**DIRECTIONS:**
In the records below, find the line that contains "thumb mcp: (861, 1070)" and the line that contains "pinky mcp: (1443, 922)", then retype exactly those two lines and every line between them.

**PROVIDED DATA:**
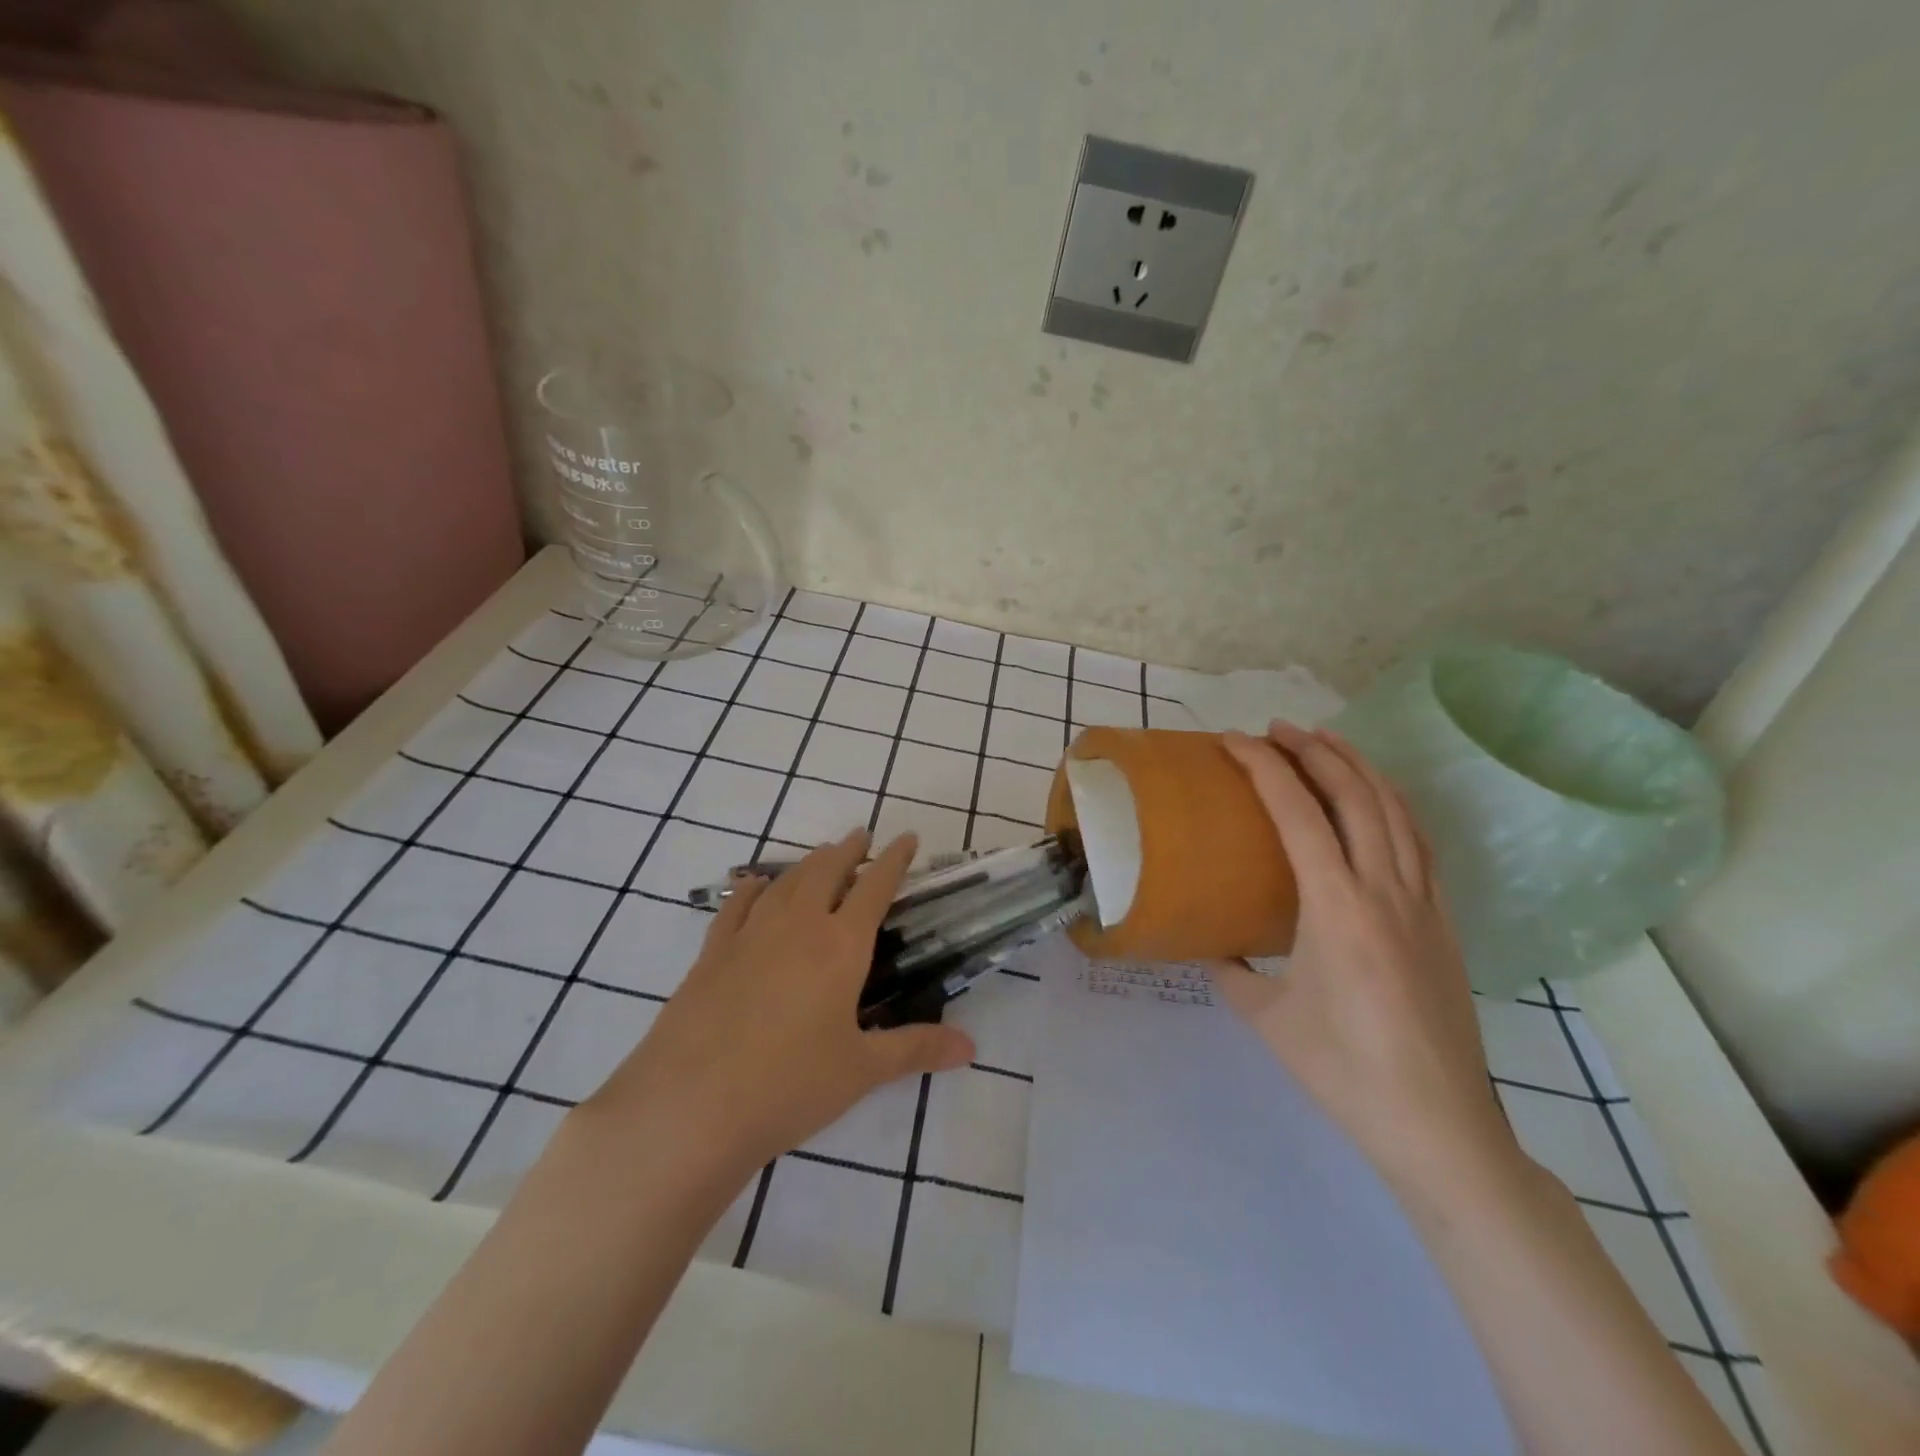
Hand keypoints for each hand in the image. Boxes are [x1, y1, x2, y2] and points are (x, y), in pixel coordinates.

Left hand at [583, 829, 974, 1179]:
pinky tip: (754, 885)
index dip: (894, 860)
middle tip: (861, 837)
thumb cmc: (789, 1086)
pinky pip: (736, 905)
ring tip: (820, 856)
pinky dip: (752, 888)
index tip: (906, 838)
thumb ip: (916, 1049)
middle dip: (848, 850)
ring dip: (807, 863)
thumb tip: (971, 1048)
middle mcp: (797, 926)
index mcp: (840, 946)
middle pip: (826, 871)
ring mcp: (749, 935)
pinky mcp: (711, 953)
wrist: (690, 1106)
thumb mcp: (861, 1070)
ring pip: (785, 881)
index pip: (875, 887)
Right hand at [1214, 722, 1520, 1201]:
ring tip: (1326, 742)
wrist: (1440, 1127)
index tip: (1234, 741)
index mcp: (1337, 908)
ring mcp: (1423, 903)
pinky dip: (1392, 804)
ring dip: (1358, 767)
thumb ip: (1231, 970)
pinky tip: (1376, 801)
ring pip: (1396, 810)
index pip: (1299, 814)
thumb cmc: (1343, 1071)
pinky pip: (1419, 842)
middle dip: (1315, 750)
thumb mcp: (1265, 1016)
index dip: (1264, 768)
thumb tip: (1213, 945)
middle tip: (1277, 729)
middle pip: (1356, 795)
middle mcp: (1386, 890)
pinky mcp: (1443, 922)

--

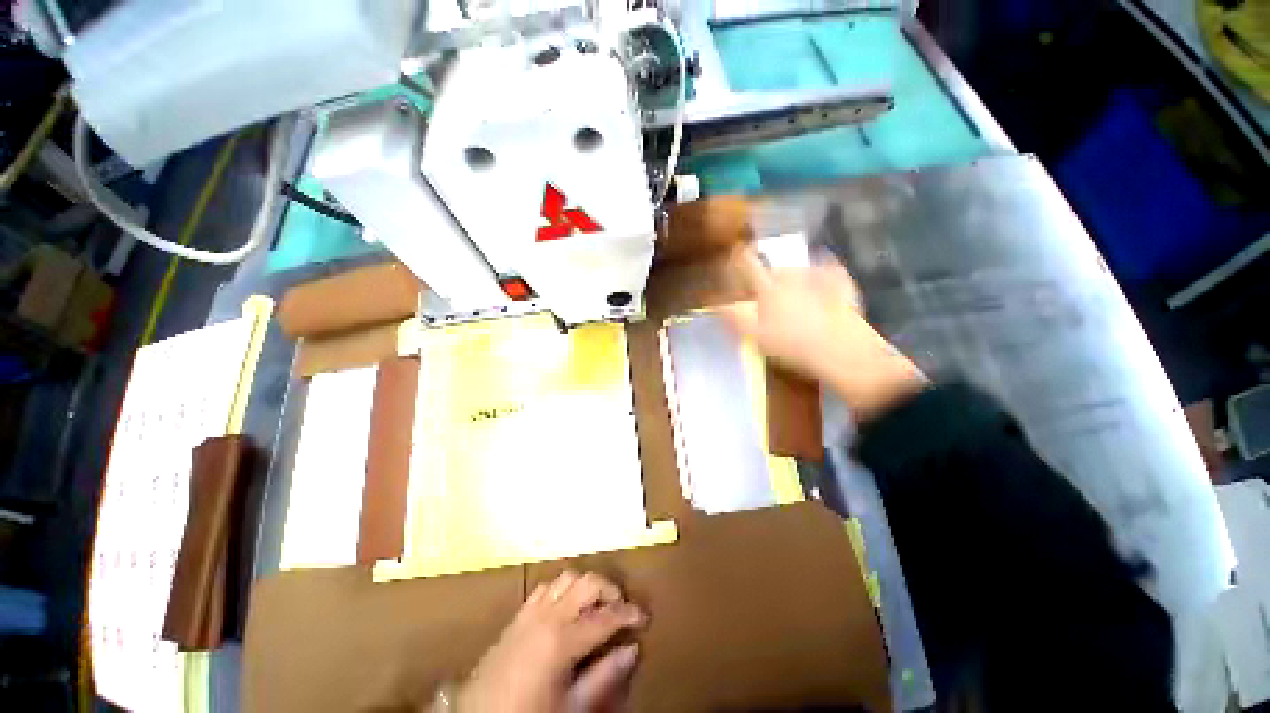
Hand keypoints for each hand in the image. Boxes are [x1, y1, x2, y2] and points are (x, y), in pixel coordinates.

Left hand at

**RESPONSE:**
thumb mcp: (861, 1070)
ring pip: (785, 881)
index pip: (875, 887)
Right hand at [1214, 722, 1520, 1201]:
ring tip: (1326, 742)
wrist: (1440, 1127)
index tip: (1234, 741)
index mcp: (1337, 908)
ring mcp: (1423, 903)
pinky dip: (1392, 804)
ring dip: (1358, 767)
thumb ip: (1231, 970)
pinky tip: (1376, 801)
ring pip: (1396, 810)
index pip: (1299, 814)
thumb cmc: (1343, 1071)
pinky pip: (1419, 842)
middle dip: (1315, 750)
thumb mcp: (1265, 1016)
index dip: (1264, 768)
thumb tip: (1213, 945)
middle tip: (1277, 729)
middle pip: (1356, 795)
middle mcp: (1386, 890)
pinky mcp: (1443, 922)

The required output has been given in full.